🟪 Ya gotta believe

What the Knicks can teach us about life and investing

Ya gotta believe

Celebrities invited to a Knicks game are spared the indignity of mixing with regular sports fans. They enter Madison Square Garden through an unmarked entrance and ride a VIP elevator up to the luxury suites. It’s the sports equivalent of flying private, but far more exclusive.

How exclusive can a game of basketball possibly be? For Game Four of the NBA Finals, Sydney Sweeney found herself seated in the third row.

I’m sure her ticket was comped, at least, because invited celebrities don’t pay to watch games at the Garden — not even for the NBA Finals.

I’m guessing she also had access to the legendary Suite 200, where the select few enjoy New York’s finest food, drink, and networking before and after a game.

But not during. Never during.

Because there’s one unspoken but inviolable condition to accepting an invitation to sit courtside at the Garden: You stay until the end.

In 2023, supermodels Emily Ratajkowski and Irina Shayk vacated their courtside seats to a game against the Heat with just a couple of minutes left on the clock and the home team seemingly out of it.

Nothing was said at the time. But when Ratajkowski later asked for tickets to see the Rangers (who also play in the Garden), the request was declined.

“She was offered, and is welcome, to buy great seats at any time,” an MSG spokesperson told the New York Post with understated menace. 

Money gets you into the Garden. It does not get you into Suite 200.

A momentary lapse of judgment has relegated Ratajkowski to entering and exiting the Garden amid the hoi polloi, subsisting on overpriced hot dogs and novelty cups of beer, and wondering what kind of movie deals are being negotiated in Suite 200. 

She also missed a great game. The Knicks stormed back from 21 down and won.

Last week, with the Knicks down 29 against the Spurs, Larry David nearly repeated Ratajkowski's mistake. “Let’s get outta here,” he said to his courtside neighbor, John McEnroe. 

McEnroe claims he convinced his friend to stay by arguing the Knicks still had a chance, citing his personal experience of blowing big leads. “Let’s keep it positive,” he said he told David.

I don’t believe him. I suspect instead that McEnroe was simply more attuned to the unspoken rules of Celebrity Row, because no one thought the Knicks were coming back from 29 down.

Well, almost no one. We know that at least a few believed, because people made a killing on prediction markets betting on the Knicks mid-game.

“I won’t confirm the exact loss, but it was a tough day,” Susquehanna co-founder Jeff Yass told InGame. His firm, a market maker on Polymarket, found itself on the other side of high-risk bets: “the majority of Susquehanna’s losses came on in-game bets on the Knicks while the team was a long way behind,” InGame reported.
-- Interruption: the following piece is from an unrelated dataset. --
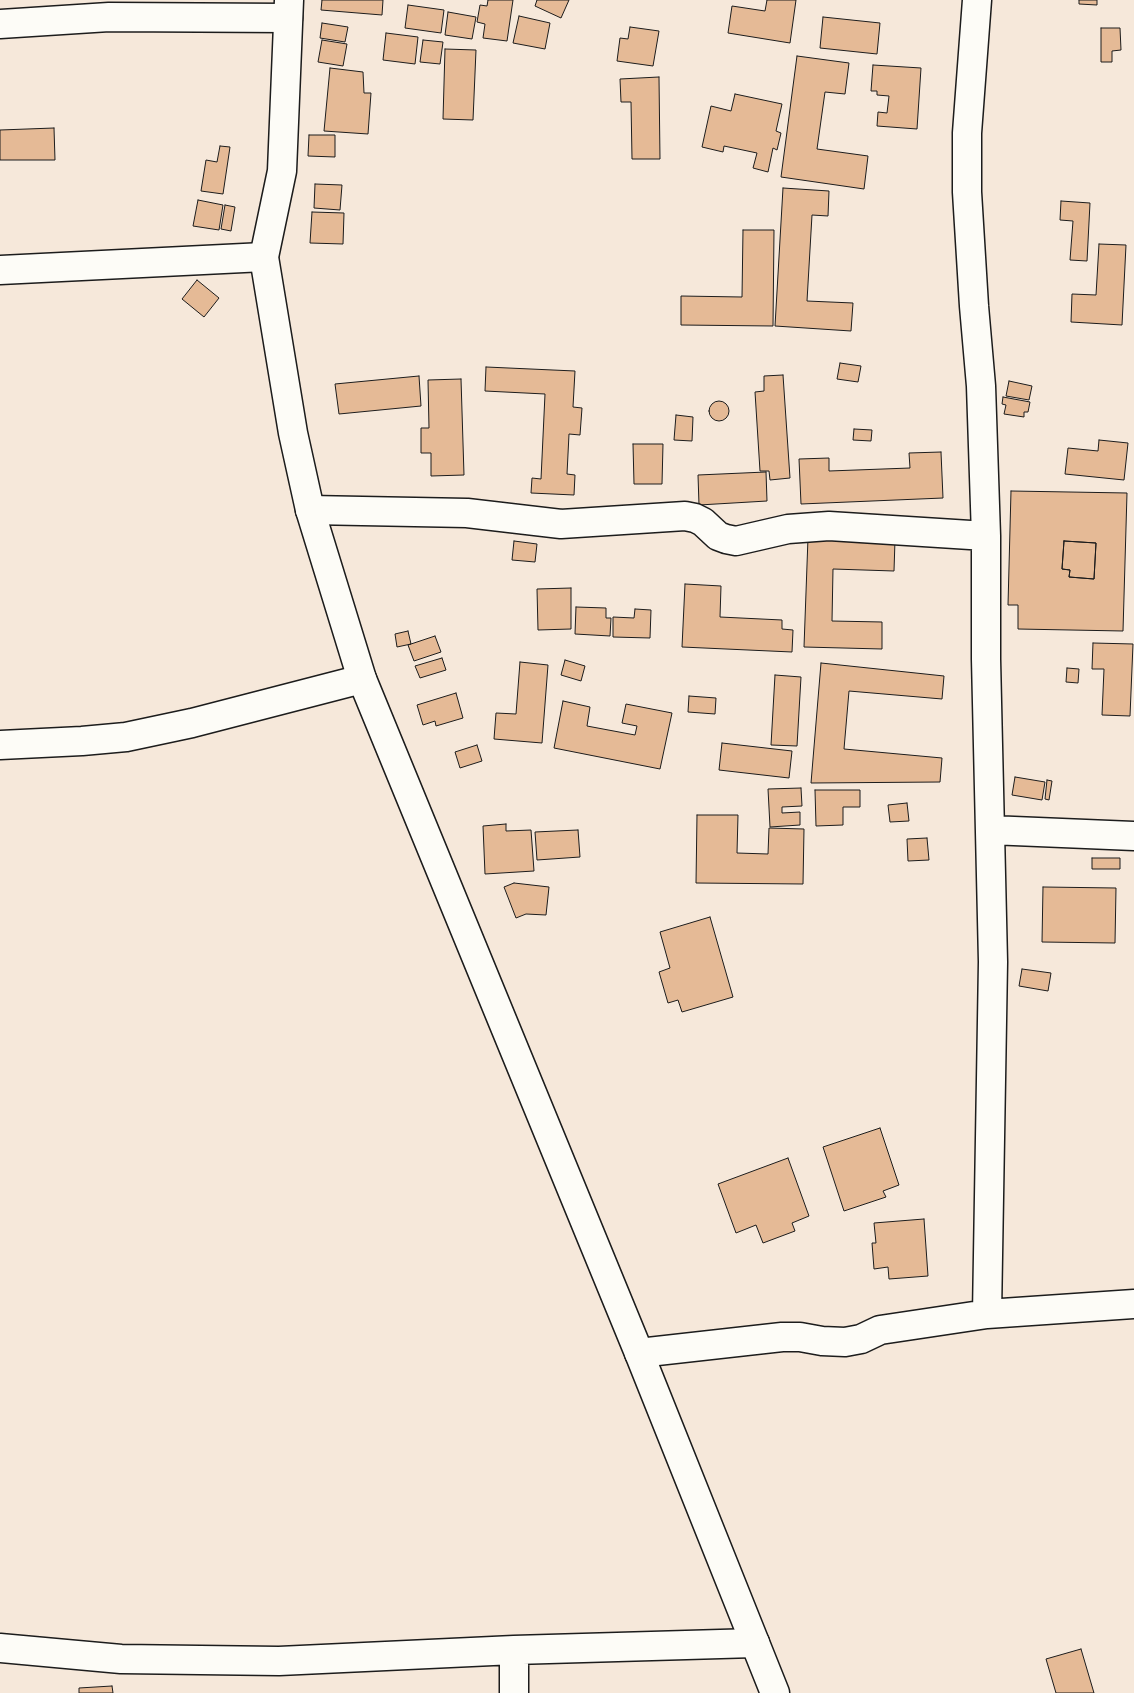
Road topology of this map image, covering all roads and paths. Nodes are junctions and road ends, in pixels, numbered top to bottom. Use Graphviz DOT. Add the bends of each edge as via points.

The bets were not small. “I grew up a Knicks fan,” the Queens native said, “but at this size, I was conflicted.”

I don’t know how much it takes to get a Knicks fan with a net worth of $67.4 billion to root against his team playing for its first title in 53 years, but it must be a lot.

As a market maker, Susquehanna is in the business of collecting tiny profits across many thousands of trades. Most of the time, the nickels add up for them. Occasionally, they get steamrolled by an improbable event like the Knicks overcoming a 29-point deficit.

It should not have happened. In the third quarter, the Knicks had just a 0.8% chance of winning, according to ESPN’s live tracker of win probabilities. 

With 3:30 left in the fourth, things looked only slightly less dire with the Knicks’ win-probability at just 1.8%. With 4.4 seconds left, the Knicks had a still-very-unlikely 14.6% chance of winning. 

But they played until the end. With 1.2 seconds to go, OG Anunoby flew through the lane and tipped in the game-winner.

The Knicks’ win-probability shot to 100%. Jerry Seinfeld was stunned. Prediction market bettors were in the money.

There’s a lesson in that for investors: Like sports, markets are probabilistic.

That’s not how we typically think about them — we’re always talking about what will happen in markets and the economy, not what might. 

But investing isn't about predicting the future. It's about assigning probabilities to many possible futures.

The series of improbable events that led the Knicks to their first NBA title in 53 years is a reminder that our job as investors is to price probabilities, not certainties.

There’s a life lesson here, too: Whatever you’re doing, do it until the end.